Not so fast. If the ban were lifted, and the market were allowed to take its course, companies would clearly have to change their pricing strategies. Otherwise, reimported below-cost drugs would indeed lead to massive aggregate losses. Thus, in a free market, companies would adjust prices on both sides sufficiently to discourage reimportation. (And that would solve the drug safety issue in a flash, an obsession of the Senate bill.)
But foreign governments wouldn't pay those higher prices, it is said. They'd either allow their citizens to go without the drugs -- or they'd steal American patents. We'll never know if they'd refuse to pay the going rate until we test it, of course, but in either case, the choice would be theirs. Were they to steal patents, however, that's a treaty matter. We shouldn't be blackmailed: "Sell us drugs at far below cost, or we'll steal them."

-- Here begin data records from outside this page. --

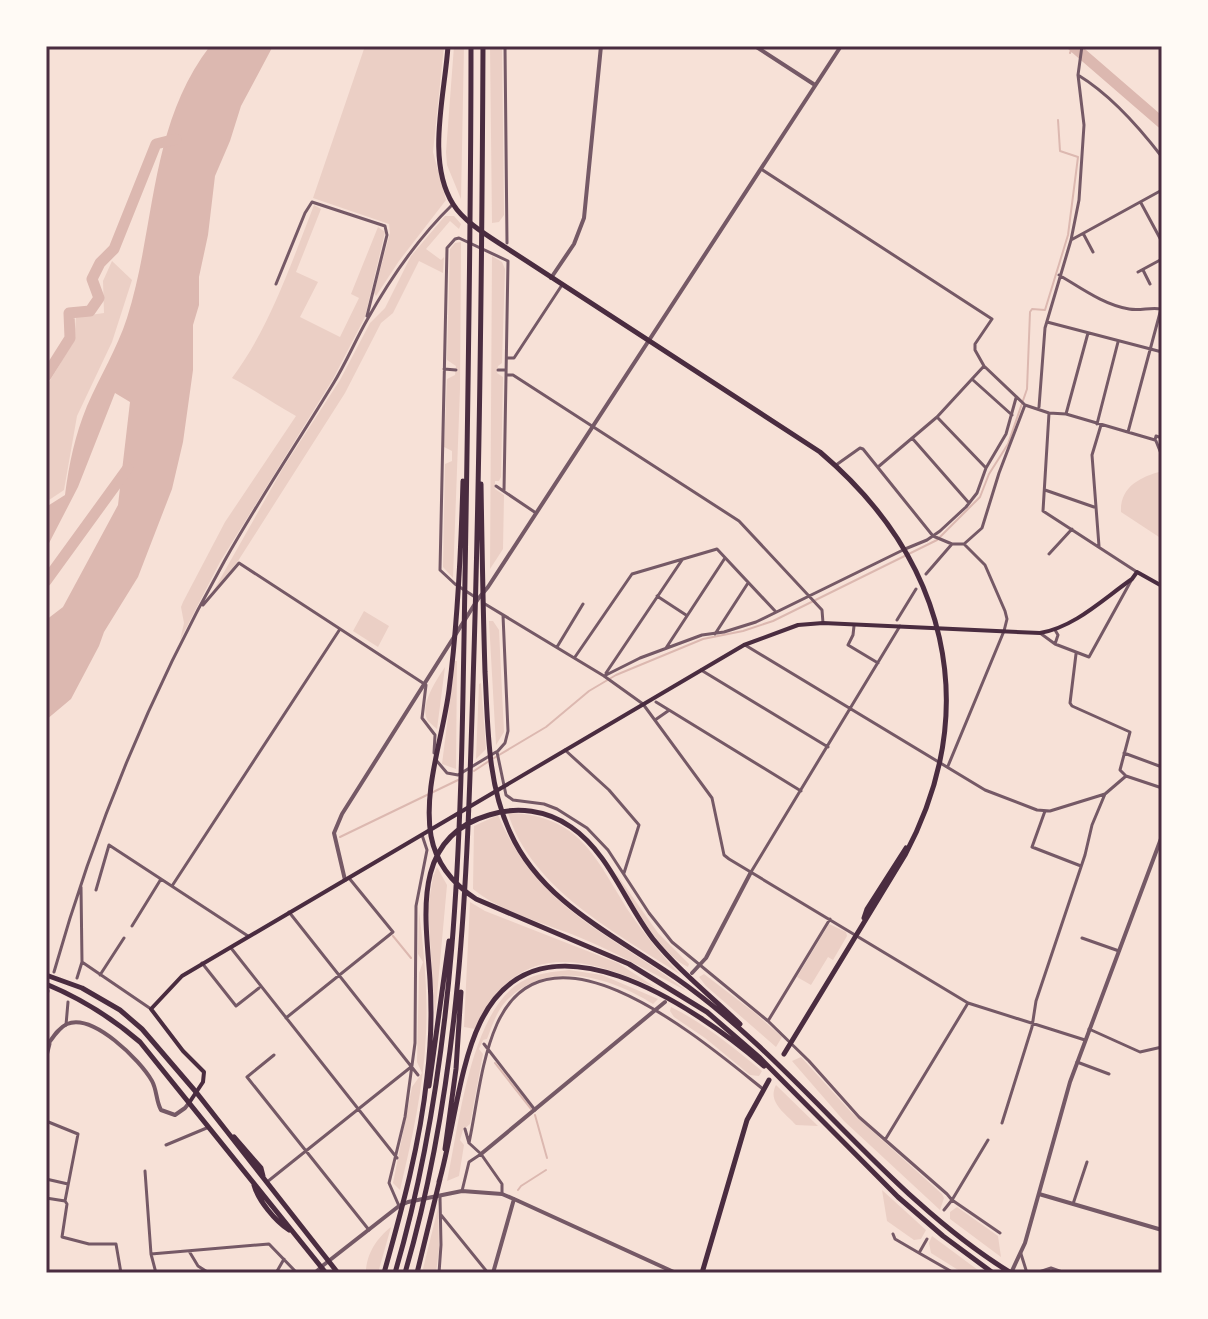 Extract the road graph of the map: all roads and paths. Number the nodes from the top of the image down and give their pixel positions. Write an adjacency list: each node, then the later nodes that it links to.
1 (448, 46): 15 (highway)
2 (471, 46): 80 (highway)
3 (483, 46): 79 (highway)
4 (505, 46): 21 (street)
5 (601, 46): 25 (street)
6 (755, 46): 10 (street)
7 (841, 46): 10 (street)
8 (1082, 46): 9 (street)
9 (1078, 75): 11 (street); 19 (street)
10 (815, 85): 12 (street)
11 (1162, 157)
12 (761, 169): 33 (street); 38 (street)
13 (1162, 190): 14 (street)
14 (1141, 203): 17 (street); 18 (street)
15 (453, 204): 25 (highway); 30 (street)
16 (1162, 226): 17 (street)
17 (1155, 230): 20 (street)
18 (1084, 235): 19 (street); 22 (street)
19 (1071, 240): 24 (street)
20 (1162, 242)
21 (507, 243)
22 (1093, 252)
23 (1162, 259): 27 (street)
24 (1059, 275): 29 (street); 31 (street)
25 (551, 278): 28 (highway)
26 (276, 284): 30 (street)
27 (1150, 284)
28 (562, 285): 33 (highway); 37 (street)
29 (1161, 309): 35 (street)
30 (366, 321): 89 (street)
31 (1047, 322): 32 (street); 45 (street)
32 (1088, 333): 34 (street); 47 (street)
33 (648, 341): 51 (street); 59 (highway)
34 (1118, 341): 35 (street); 50 (street)
35 (1151, 350): 36 (street); 52 (street)
36 (1162, 352)
37 (507, 358): 39 (street); 42 (street)
38 (984, 366): 43 (street); 44 (street)
39 (444, 369): 40 (street); 56 (street)
40 (456, 370)
41 (498, 370): 42 (street)
42 (506, 372): 51 (street); 64 (street)
43 (973, 380): 48 (street); 49 (street)
44 (1021, 401): 45 (street); 48 (street); 71 (street)
45 (1039, 409): 46 (street)
46 (1049, 413): 47 (street); 63 (street)
47 (1066, 414): 50 (street)
48 (1012, 415): 61 (street)
49 (937, 417): 53 (street); 61 (street)
50 (1099, 425): 52 (street); 66 (street)
51 (593, 427): 67 (street); 86 (street)
52 (1128, 432): 55 (street)
53 (912, 438): 60 (street); 65 (street)
54 (1162, 438): 55 (street)
55 (1155, 440): 58 (street)
56 (442, 450): 57 (street); 87 (street)
57 (449, 456)
58 (1162, 456)
59 (836, 465): 60 (street); 73 (highway)
60 (878, 467): 69 (street)
61 (986, 468): 65 (street)
62 (496, 486): 64 (street)
63 (1045, 490): 66 (street); 68 (street)
64 (504, 491): 67 (street)
65 (969, 503): 69 (street)
66 (1095, 507): 72 (street)
67 (537, 513): 87 (street)
68 (1072, 529): 72 (street); 74 (street)
69 (937, 538): 70 (street); 73 (street)
70 (952, 544): 71 (street); 78 (street)
71 (964, 544): 100 (street)
72 (1099, 546): 77 (street)
73 (907, 552): 86 (street); 97 (highway)
74 (1049, 554)
75 (725, 558): 76 (street); 82 (street); 92 (street)
76 (682, 560): 85 (street); 108 (street)
77 (1137, 572): 81 (main road); 83 (main road)
78 (926, 574)
79 (479, 575): 150 (highway); 189 (highway)
80 (462, 579): 133 (highway); 192 (highway)
81 (1132, 579): 99 (main road); 107 (street)
82 (749, 582): 90 (street); 102 (street)
83 (1162, 586)
84 (916, 589): 93 (street)
85 (657, 596): 92 (street); 111 (street)
86 (810, 597): 90 (street); 94 (street)
87 (478, 599): 91 (street); 112 (street)
88 (583, 604): 105 (street)
89 (200, 608): 98 (street); 139 (street)
90 (777, 613): 102 (street)
91 (503, 615): 105 (street); 121 (street)
92 (686, 615): 106 (street)
93 (897, 620)
94 (823, 623): 95 (main road); 104 (main road)
95 (854, 625): 96 (main road); 109 (street)
96 (900, 626): 97 (main road); 109 (street)
97 (936, 628): 100 (main road); 122 (highway)
98 (340, 629): 112 (street); 140 (street)
99 (1055, 630): 101 (main road); 103 (street)
100 (1004, 631): 101 (main road); 123 (street)
101 (1040, 633): 103 (street)
102 (715, 634): 106 (street)
103 (1055, 644): 107 (street)
104 (744, 645): 110 (main road); 115 (street)
105 (557, 647): 108 (street)
106 (666, 648): 111 (street)
107 (1076, 654): 120 (street)
108 (575, 657): 111 (street)
109 (878, 663): 115 (street)
110 (701, 670): 114 (main road); 118 (street)
111 (606, 677): 114 (street)
112 (426, 685): 121 (street); 138 (street)
113 (656, 702): 116 (street)
114 (643, 704): 117 (street); 119 (main road)
115 (851, 708): 118 (street); 122 (street)
116 (669, 710): 117 (street); 128 (street)
117 (655, 720): 135 (street)
118 (828, 747): 128 (street)
119 (565, 750): 126 (main road); 136 (street)
120 (1124, 753): 124 (street); 125 (street)
121 (498, 754): 126 (street)
122 (940, 762): 123 (street); 146 (highway)
123 (948, 766): 130 (street)
124 (1162, 767)
125 (1126, 776): 127 (street); 129 (street)
126 (502, 787): 131 (main road); 136 (street)
127 (1162, 788)
128 (801, 791): 135 (street)
129 (1105, 794): 130 (street); 134 (street)
130 (1045, 811): 134 (street)
131 (422, 835): 138 (main road); 185 (street)
132 (1162, 836): 151 (street)
133 (458, 846): 198 (highway); 247 (highway)
134 (1081, 866): 171 (street)
135 (751, 872): 143 (street); 154 (street)
136 (624, 873): 154 (street)
137 (161, 879): 140 (street); 141 (street); 144 (street)
138 (347, 879): 142 (main road); 159 (street)
139 (81, 884): 152 (street); 155 (street)
140 (172, 886): 145 (street)
141 (96, 890)
142 (289, 912): 145 (main road); 159 (street)
143 (830, 919): 146 (street); 170 (street)
144 (132, 926)
145 (248, 936): 149 (main road)
146 (856, 936): 166 (street); 177 (highway)
147 (124, 938): 158 (street)
148 (1082, 938): 151 (street)
149 (230, 947): 153 (main road); 161 (street)
150 (462, 947): 212 (highway); 248 (highway)
151 (1119, 951): 173 (street)
152 (82, 962): 158 (street); 160 (street)
153 (202, 963): 161 (street); 167 (main road)
154 (700, 965): 156 (street); 170 (street)
155 (54, 972)
156 (692, 973)
157 (46, 975): 191 (highway)
158 (100, 975): 167 (street)
159 (339, 976): 169 (street); 185 (street)
160 (77, 978)
161 (260, 987): 169 (street)
162 (47, 988): 163 (street); 193 (highway)
163 (46, 999)
164 (68, 1002): 172 (street)
165 (665, 1002): 168 (street)
166 (968, 1003): 171 (street); 201 (street)
167 (151, 1009): 191 (main road)
168 (657, 1011): 180 (street); 190 (street); 195 (street)
169 (286, 1018): 194 (street)
170 (768, 1021): 177 (street)
171 (1032, 1022): 174 (street); 197 (street)
172 (66, 1025): 175 (street); 193 (street)
173 (1089, 1029): 174 (street); 179 (street)
174 (1085, 1040): 184 (street)
175 (50, 1041): 178 (street); 183 (street)
176 (484, 1044): 180 (street)
177 (791, 1044): 181 (highway); 201 (street)
178 (46, 1047)
179 (1162, 1047)
180 (489, 1051): 195 (street); 203 (street)
181 (784, 1054)
182 (274, 1055): 205 (street)
183 (46, 1060)
184 (1077, 1062): 186 (street); 217 (street)
185 (411, 1067): 187 (street); 194 (street); 207 (street)
186 (1109, 1074)
187 (418, 1075)
188 (769, 1080): 190 (highway)
189 (797, 1082): 198 (highway); 256 (highway)
190 (763, 1089): 253 (highway)
191 (196, 1092): 193 (main road); 211 (highway)
192 (803, 1101): 212 (highway); 255 (highway)
193 (189, 1103): 199 (highway)
194 (358, 1109): 205 (street); 207 (street)
195 (535, 1110): 206 (street)
196 (46, 1121): 213 (street)
197 (1002, 1123)
198 (421, 1126): 246 (highway)
199 (209, 1127): 204 (street); 237 (highway)
200 (465, 1129): 203 (street)
201 (884, 1140): 220 (street)
202 (988, 1140): 220 (street)
203 (469, 1143): 206 (street)
204 (166, 1145)
205 (306, 1151): 211 (street); 226 (street)
206 (481, 1154): 214 (street); 216 (street)
207 (397, 1158): 223 (street)
208 (1087, 1162): 222 (street)
209 (145, 1171): 234 (street)
210 (46, 1179): 213 (street)
211 (265, 1181): 236 (highway)
212 (439, 1182): 249 (highway)
213 (68, 1184): 221 (street)
214 (462, 1191): 215 (street); 216 (street)
215 (440, 1194): 223 (street); 225 (street)
216 (502, 1194): 219 (street)
217 (1039, 1194): 222 (street); 233 (street)
218 (46, 1198): 221 (street)
219 (514, 1199): 251 (street); 252 (street)
220 (952, 1200): 224 (street); 228 (street)
221 (65, 1201): 238 (street)
222 (1073, 1204): 227 (street)
223 (399, 1206): 226 (street)
224 (944, 1210)
225 (441, 1215): 250 (street); 251 (street)
226 (369, 1230): 236 (street)
227 (1162, 1230)
228 (1000, 1233)
229 (893, 1234): 232 (street)
230 (927, 1239): 232 (street)
231 (189, 1251): 234 (street); 235 (street); 240 (street)
232 (919, 1253): 254 (street)
233 (1020, 1253): 256 (street); 257 (street)
234 (151, 1254): 239 (street)
235 (284, 1259): 241 (street); 242 (street)
236 (328, 1261): 237 (street); 245 (highway)
237 (321, 1267): 243 (street); 244 (highway)
238 (121, 1273)
239 (156, 1273)
240 (209, 1273)
241 (276, 1273)
242 (297, 1273)
243 (314, 1273)
244 (326, 1273)
245 (338, 1273)
246 (384, 1273)
247 (395, 1273)
248 (405, 1273)
249 (417, 1273)
250 (439, 1273)
251 (491, 1273)
252 (676, 1273)
253 (702, 1273)
254 (954, 1273)
255 (993, 1273)
256 (1011, 1273)
257 (1027, 1273)
258 (1036, 1273): 259 (street)
259 (1065, 1273)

In the end, however, drug companies turn to "parallel trade" arguments to justify price discrimination and the importation ban. Since Americans are willing and able to pay more, they say, they're charged more. But companies can sustain price discrimination only if those charged low prices don't turn around and resell the drugs, at a markup, to consumers in the high-priced market. And that's exactly what "reimportation" is all about. Canadian and European vendors are selling their cheap drugs back to willing Americans, marked up slightly.
We come then to the nub of the matter. To maintain this parallel trade, companies have to enforce "no-resell" contracts with the foreigners to whom they sell so cheaply. Rather than insist that foreign governments police their own vendors, however, American companies went to Congress years ago -- not to prohibit foreign vendors from selling but to prohibit Americans, no parties to any no-resell contract, from buying. If that seems wrong, you're right. Drug companies should be going after those foreigners who breach their contracts, not asking Congress to restrict the freedom of American consumers.
What this Senate bill has done, however, is swing too far in the other direction. If the import ban were simply lifted, prices would move toward equilibrium and there'd be no "reimportation." After all, no company will long be in business if its below-cost sales undermine its above-cost market. But the Senate bill ensures below-cost reimportation by prohibiting American companies from "taking actions that would have the effect of thwarting drug importation." It prohibits companies from raising prices abroad. It prohibits them from reducing supplies abroad. It truly does import foreign price controls. In a word, it goes right past free trade to forced trade -- at prices that make future R&D impossible. We'll have cheap drugs for a while, but no new drugs ever.